The portion between them is a portion in which the easy magnetization direction sequentially changes from the radial direction to the chord direction. In this way, the shape of the billet after compression processing may be determined depending on how many poles are magnetized in the inner circumference magnetization. That is, in the above-mentioned example, since the sectional shape of the inner peripheral surface of the billet after compression processing is substantially square, it has an anisotropic structure suitable for quadrupole magnetization. The cross-sectional shape of the inner peripheral surface of the billet after compression processing is (2n + 2) square (n =
As described above, it is necessary that the inner circumferential magnetization has an even number of poles and an even polygonal cross-sectional shape. When n = 1, 4 poles are used, and when n = 2, 6 poles are used. The smaller n is, the clearer the anisotropic structure due to the above-mentioned position becomes, but the larger n becomes, the more unclear it becomes.

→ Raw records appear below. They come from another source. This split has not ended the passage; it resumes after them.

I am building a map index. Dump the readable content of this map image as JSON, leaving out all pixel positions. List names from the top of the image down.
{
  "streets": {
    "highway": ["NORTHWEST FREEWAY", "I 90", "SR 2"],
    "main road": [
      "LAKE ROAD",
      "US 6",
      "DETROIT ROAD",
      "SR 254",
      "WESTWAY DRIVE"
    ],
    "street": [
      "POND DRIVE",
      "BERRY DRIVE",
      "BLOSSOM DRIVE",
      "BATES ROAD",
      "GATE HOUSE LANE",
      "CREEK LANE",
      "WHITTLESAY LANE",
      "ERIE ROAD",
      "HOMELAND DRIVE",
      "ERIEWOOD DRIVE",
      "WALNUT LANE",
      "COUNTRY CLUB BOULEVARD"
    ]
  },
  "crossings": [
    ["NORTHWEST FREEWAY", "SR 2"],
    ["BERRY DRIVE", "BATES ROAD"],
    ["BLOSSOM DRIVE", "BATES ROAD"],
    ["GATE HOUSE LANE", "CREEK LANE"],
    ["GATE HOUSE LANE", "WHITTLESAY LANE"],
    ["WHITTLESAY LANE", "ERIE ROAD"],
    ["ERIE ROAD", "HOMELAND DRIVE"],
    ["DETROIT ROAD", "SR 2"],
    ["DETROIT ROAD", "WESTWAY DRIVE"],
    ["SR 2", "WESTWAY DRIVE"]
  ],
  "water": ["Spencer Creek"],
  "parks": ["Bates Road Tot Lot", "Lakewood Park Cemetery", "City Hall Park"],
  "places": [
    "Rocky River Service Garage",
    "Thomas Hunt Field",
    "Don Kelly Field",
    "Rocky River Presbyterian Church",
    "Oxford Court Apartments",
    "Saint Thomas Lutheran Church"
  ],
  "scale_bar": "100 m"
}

The (2n + 2) polygon (n = 1,2,3 ...) in the present invention does not need to be a geometrically accurate (2n + 2) polygon, and there is no problem even if some chamfering etc. .

As described in the above example, in the present invention, when the billet is compressed in the axial direction, the cross-sectional shape of the billet inner peripheral surface is (2n + 2) square (n = 1, 2,3
..) to obtain a magnet having an anisotropic structure that exhibits high magnetic characteristics when subjected to inner circumference magnetization.

Regarding the temperature range in which compression processing as described above is possible,
Processing was possible in the temperature range of 530-830 ℃, but 780
At temperatures above ° C, the magnetic properties deteriorated considerably. A more desirable temperature range was 560 to 760 ° C.

Next, more specific examples of the present invention will be described.

Example 1 69.4% Mn, 29.3% Al, 0.5% C, 0.7% in the composition
Ni and 0.1% Ti are melt cast, outer diameter 30mm, inner diameter 24m
A cylindrical billet having a length of m and a length of 20 mm was produced. After holding this billet at 1100 ℃ for 2 hours, air-cool it to 600 ℃,
After holding it for 30 minutes at 30 ° C., it was heat-treated to cool to room temperature. Using this billet, compression processing was performed using the mold shown in FIG. In FIG. 1, the inner diameter of the outer mold 2 is
At 30 mm, the length of one side of the punch 3 square is 14 mm.
Using this mold, compression processing up to a height of 10 mm was performed.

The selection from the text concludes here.